Selective and potent P2Y(11) receptor antagonists have yet to be developed, thus impeding an evaluation of this G protein-coupled receptor mainly expressed on immune cells. Taking suramin with moderate inhibitory potency as a template, 18 ureas with variations of the methyl groups of suramin and their precursors were functionally tested at P2Y(11), P2Y(1), and P2Y(2) receptors. Fluorine substitution of the methyl groups of suramin led to the first nanomolar P2Y(11) antagonist (8f, NF157, pK(i): 7.35). For selectivity, 8f was also tested at various P2X receptors. 8f displayed selectivity for P2Y(11) over P2Y(1) (>650-fold), P2Y(2) (>650-fold), P2X(2) (3-fold), P2X(3) (8-fold), P2X(4) (>22-fold), and P2X(7) (>67-fold) but no selectivity over P2X(1). QSAR studies confirm that residues with favored resonance and size parameters in the aromatic linker region can indeed lead to an increased potency as is the case for 8f. A symmetric structure linking two anionic clusters seems to be required for bioactivity. 8f may be helpful for studies evaluating the physiological role of P2Y(11) receptors. [1]

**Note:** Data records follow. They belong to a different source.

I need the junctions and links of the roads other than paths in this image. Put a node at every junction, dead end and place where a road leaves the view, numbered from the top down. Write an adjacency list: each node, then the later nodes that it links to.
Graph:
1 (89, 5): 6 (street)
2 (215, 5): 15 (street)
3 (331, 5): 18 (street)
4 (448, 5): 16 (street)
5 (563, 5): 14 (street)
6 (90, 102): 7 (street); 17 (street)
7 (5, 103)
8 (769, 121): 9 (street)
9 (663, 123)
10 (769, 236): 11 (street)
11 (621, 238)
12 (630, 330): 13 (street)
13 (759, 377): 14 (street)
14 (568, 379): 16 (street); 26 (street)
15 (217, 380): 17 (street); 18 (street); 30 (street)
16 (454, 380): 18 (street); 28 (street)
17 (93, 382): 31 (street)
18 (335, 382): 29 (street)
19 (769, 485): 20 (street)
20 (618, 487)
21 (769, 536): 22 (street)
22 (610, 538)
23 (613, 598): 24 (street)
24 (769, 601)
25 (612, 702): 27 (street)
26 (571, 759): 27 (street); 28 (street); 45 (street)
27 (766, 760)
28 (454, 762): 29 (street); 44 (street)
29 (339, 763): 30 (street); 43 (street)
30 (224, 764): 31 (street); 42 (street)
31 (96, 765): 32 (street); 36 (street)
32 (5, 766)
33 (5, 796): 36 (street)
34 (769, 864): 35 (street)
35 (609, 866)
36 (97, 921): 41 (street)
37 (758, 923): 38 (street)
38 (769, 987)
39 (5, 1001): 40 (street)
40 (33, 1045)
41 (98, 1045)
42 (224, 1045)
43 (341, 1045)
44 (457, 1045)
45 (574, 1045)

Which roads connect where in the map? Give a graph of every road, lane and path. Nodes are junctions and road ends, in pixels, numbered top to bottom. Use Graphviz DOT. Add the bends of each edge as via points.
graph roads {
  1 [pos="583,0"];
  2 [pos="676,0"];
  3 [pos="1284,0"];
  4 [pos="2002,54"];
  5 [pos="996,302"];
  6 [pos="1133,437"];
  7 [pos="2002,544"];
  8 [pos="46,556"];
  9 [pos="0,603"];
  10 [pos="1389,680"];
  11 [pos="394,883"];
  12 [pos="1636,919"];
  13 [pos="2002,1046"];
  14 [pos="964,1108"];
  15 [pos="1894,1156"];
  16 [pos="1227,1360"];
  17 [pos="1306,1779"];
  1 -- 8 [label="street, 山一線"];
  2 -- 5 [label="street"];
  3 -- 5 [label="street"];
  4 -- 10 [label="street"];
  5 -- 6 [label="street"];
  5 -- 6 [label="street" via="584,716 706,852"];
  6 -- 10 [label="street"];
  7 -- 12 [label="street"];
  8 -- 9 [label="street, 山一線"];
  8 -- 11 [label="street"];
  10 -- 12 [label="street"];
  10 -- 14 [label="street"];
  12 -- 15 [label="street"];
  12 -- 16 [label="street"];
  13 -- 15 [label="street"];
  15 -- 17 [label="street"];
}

This study presents the synthesis and structure−activity relationships of a series of suramin analogues and led to the discovery of the first nanomolar potency P2Y11 receptor antagonist 8f with at least 650-fold selectivity for P2Y11 over P2Y1 and P2Y2, and a 3- to >67-fold selectivity over P2X2,3,4,7 receptors. 8f is, however, approximately equipotent at P2Y11 and P2X1 receptors. A symmetric structure linking two anionic clusters seems to be required for bioactivity. QSAR studies reveal that a substitution with favored values for resonance (R), size (B5), and partial charges of the amide group oxygen in ortho-position of the residue R (Q(Oortho)) in the aromatic linker region can indeed lead to an increased potency as is the case for the fluorine derivative 8f. The QSAR results may guide the directed synthesis and development of further potent and selective (also against P2X1) P2Y11 ligands. Thus, this study and the novel ligand 8f may be helpful to obtain a deeper insight into the physiological and pathophysiological role of P2Y11 receptors. [1]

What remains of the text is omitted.